KoopmanGraph's core features include:
- **GraphKoopmanModel**: Encapsulates the complete process, providing APIs like fit/predict/evaluate, similar to scikit-learn.
- **Spectral Analysis Tools**: Calculates eigenvalues/vectors of Koopman operators to reveal intrinsic system patterns (growth/decay patterns, energy distribution).
- **Consistency Loss**: Optimizes forward/backward consistency, with optional eigenvalue stability regularization.
- **Control Input Support**: Handles externally driven systems (z_{t+1}=K·z_t+B·u_t).
- **Dynamic Topology Support**: Allows passing different edge_index at each time step to model dynamic graphs.

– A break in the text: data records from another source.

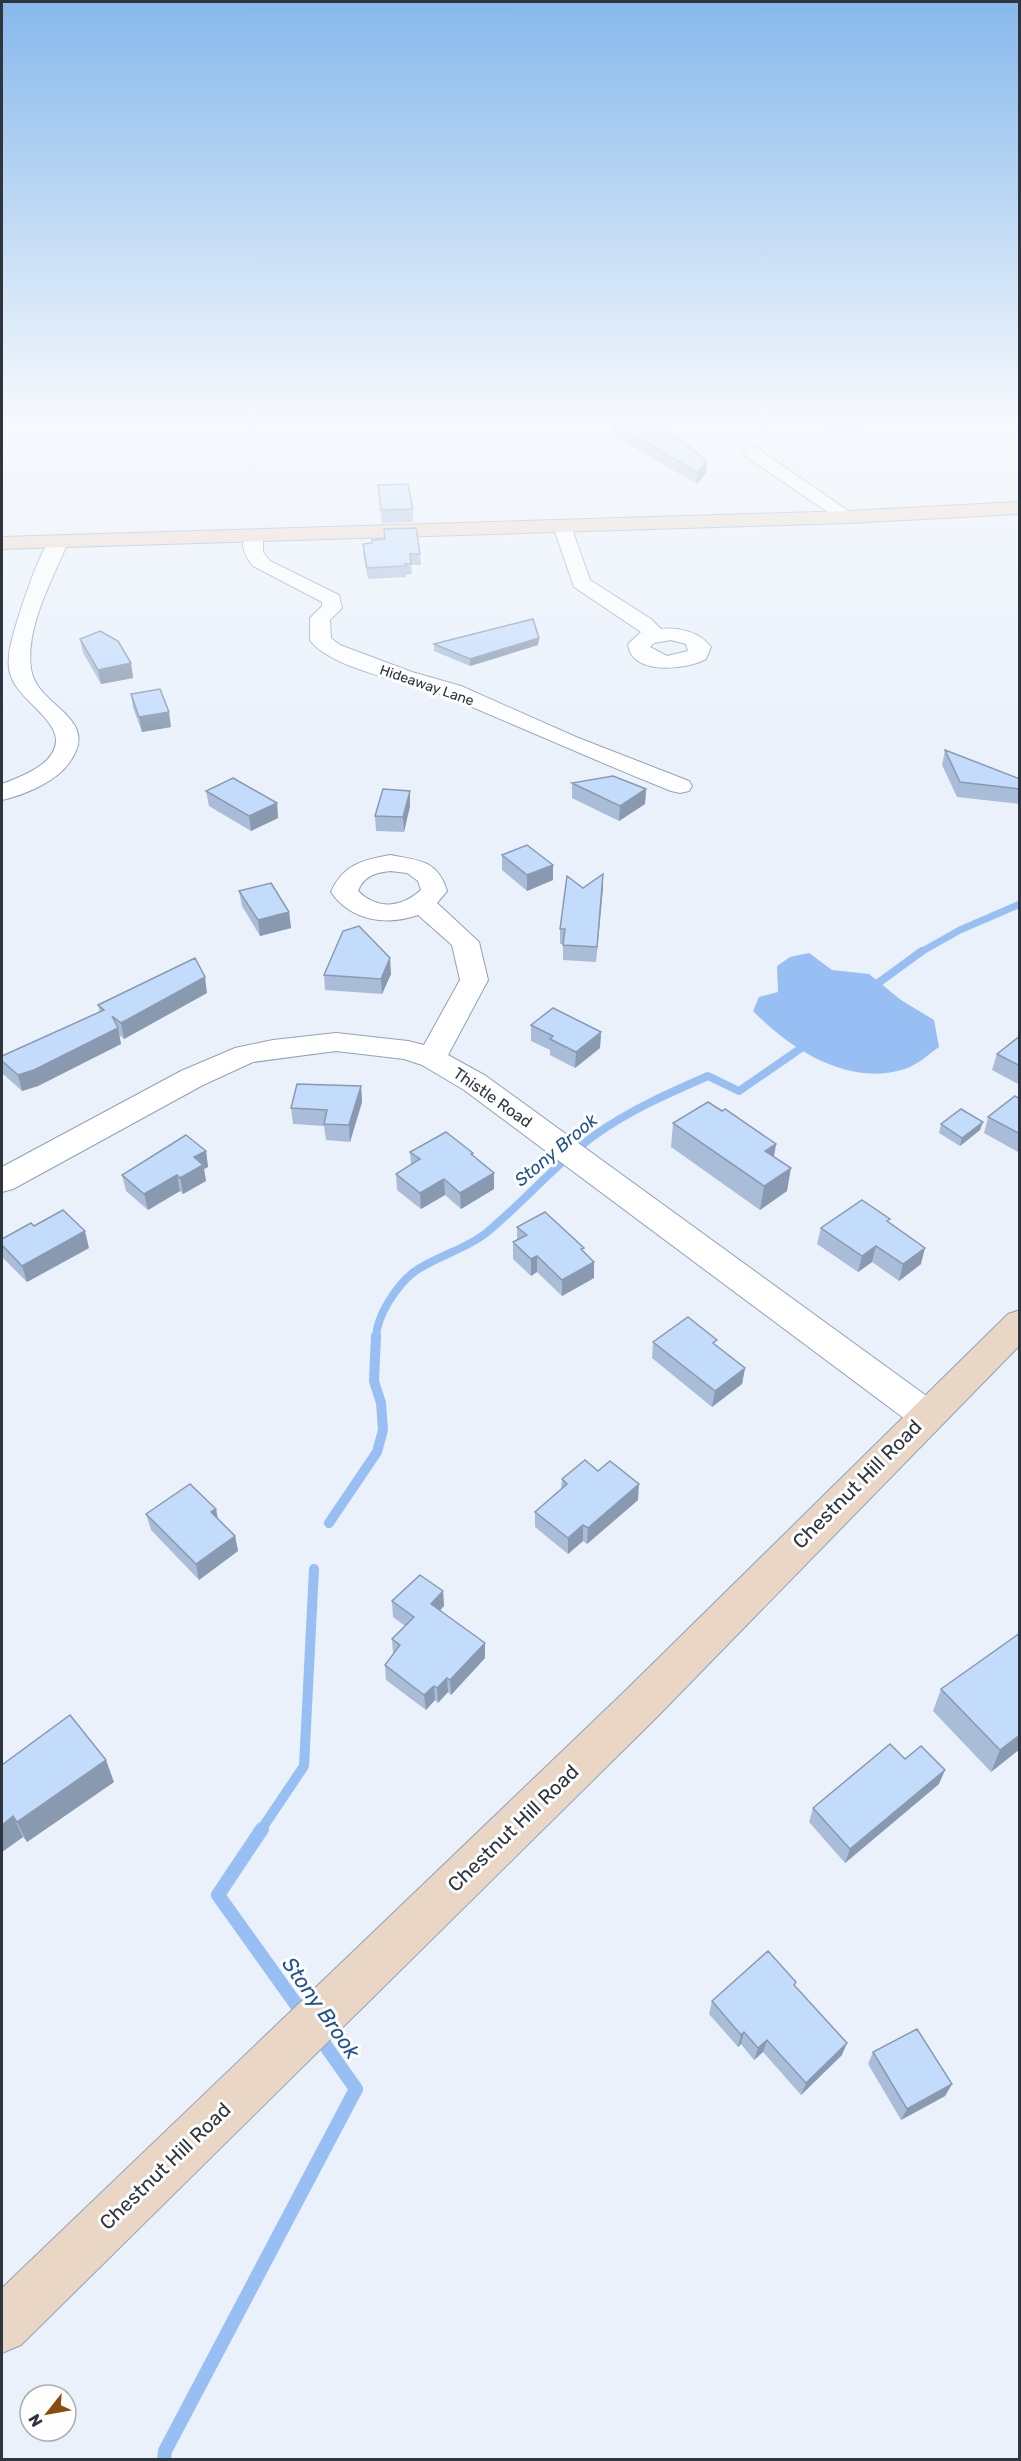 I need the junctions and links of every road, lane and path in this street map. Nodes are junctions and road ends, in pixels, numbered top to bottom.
1 (370, 533) edge
2 (564, 533) edge
3 (253, 537) junction
4 (58, 542) junction
5 (2, 543) edge
6 (655, 635) dead end
7 (680, 786) dead end
8 (2, 793) edge
9 (423, 905) dead end
10 (432, 1058) junction
11 (2, 1181) edge
12 (1020, 1323) edge
13 (926, 1415) junction
14 (2, 2326) edge

1 - 3 street
2 - 6 street
3 - 4 street
3 - 7 street, Hideaway Lane
4 - 5 street
4 - 8 street
9 - 10 street
10 - 11 street, Thistle Road
10 - 13 street, Thistle Road
12 - 13 street, Chestnut Hill Road
13 - 14 street, Chestnut Hill Road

## Datasets and Practical Application Scenarios

**Built-in Datasets**: SyntheticDynamicGraphBenchmark (synthetic), GridBenchmark (regular grid), IEEE 118-bus (power system), METR-LA (traffic flow).
**Application Scenarios**:
- Smart Grid Load Forecasting: Captures spatiotemporal correlations of power demand for multi-step prediction.
- Traffic Flow Forecasting: Understands intersection impacts for efficient multi-step rolling prediction.
- Epidemic Spread Modeling: Identifies super-spreader nodes and paths.
- Physical Simulation Acceleration: Learns low-dimensional approximations for fast prediction.

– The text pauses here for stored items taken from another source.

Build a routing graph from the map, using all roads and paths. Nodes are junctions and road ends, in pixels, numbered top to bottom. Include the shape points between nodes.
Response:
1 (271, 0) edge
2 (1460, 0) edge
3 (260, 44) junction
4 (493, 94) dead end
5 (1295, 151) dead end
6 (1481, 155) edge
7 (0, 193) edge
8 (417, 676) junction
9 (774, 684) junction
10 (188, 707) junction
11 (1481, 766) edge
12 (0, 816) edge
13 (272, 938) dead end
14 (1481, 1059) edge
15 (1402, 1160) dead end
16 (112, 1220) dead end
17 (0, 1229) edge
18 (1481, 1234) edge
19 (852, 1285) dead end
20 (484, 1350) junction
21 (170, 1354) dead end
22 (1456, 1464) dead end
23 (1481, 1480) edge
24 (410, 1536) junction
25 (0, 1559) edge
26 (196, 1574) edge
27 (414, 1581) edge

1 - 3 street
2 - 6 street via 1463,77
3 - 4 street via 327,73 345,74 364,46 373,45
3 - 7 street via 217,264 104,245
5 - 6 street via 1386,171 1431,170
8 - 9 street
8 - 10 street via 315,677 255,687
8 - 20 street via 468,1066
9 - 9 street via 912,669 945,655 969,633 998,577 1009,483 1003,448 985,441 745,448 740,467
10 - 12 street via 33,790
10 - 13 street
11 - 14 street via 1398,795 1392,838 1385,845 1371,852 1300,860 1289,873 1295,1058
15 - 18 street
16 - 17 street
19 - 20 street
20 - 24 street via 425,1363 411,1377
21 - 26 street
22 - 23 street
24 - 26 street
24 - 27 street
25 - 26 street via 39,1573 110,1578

## Quick Start and Project Ecosystem

**Quick Start**: Models can be trained on synthetic data and predict future time steps via code (example code see original text).
**Project Ecosystem**: Based on PyTorch/PyTorch Geometric, licensed under Apache 2.0, installable via pip (`pip install koopman-graph`), documentation hosted on Read the Docs (including API references and tutorials), quality guaranteed by CI, test coverage over 80%, and provides comparisons with classic baselines (DMD, EDMD).

## Summary and Outlook: Combination of Classical Theory and Modern Deep Learning

KoopmanGraph fuses the linear perspective of Koopman operators with the topology-aware capability of GNNs, improving prediction performance and providing interpretability (via spectral analysis). For researchers/engineers in spatiotemporal prediction, network dynamic modeling, or scientific machine learning, it is a tool worth exploring. Its open-source nature and comprehensive documentation lower the entry barrier, and its modular design supports extension and customization.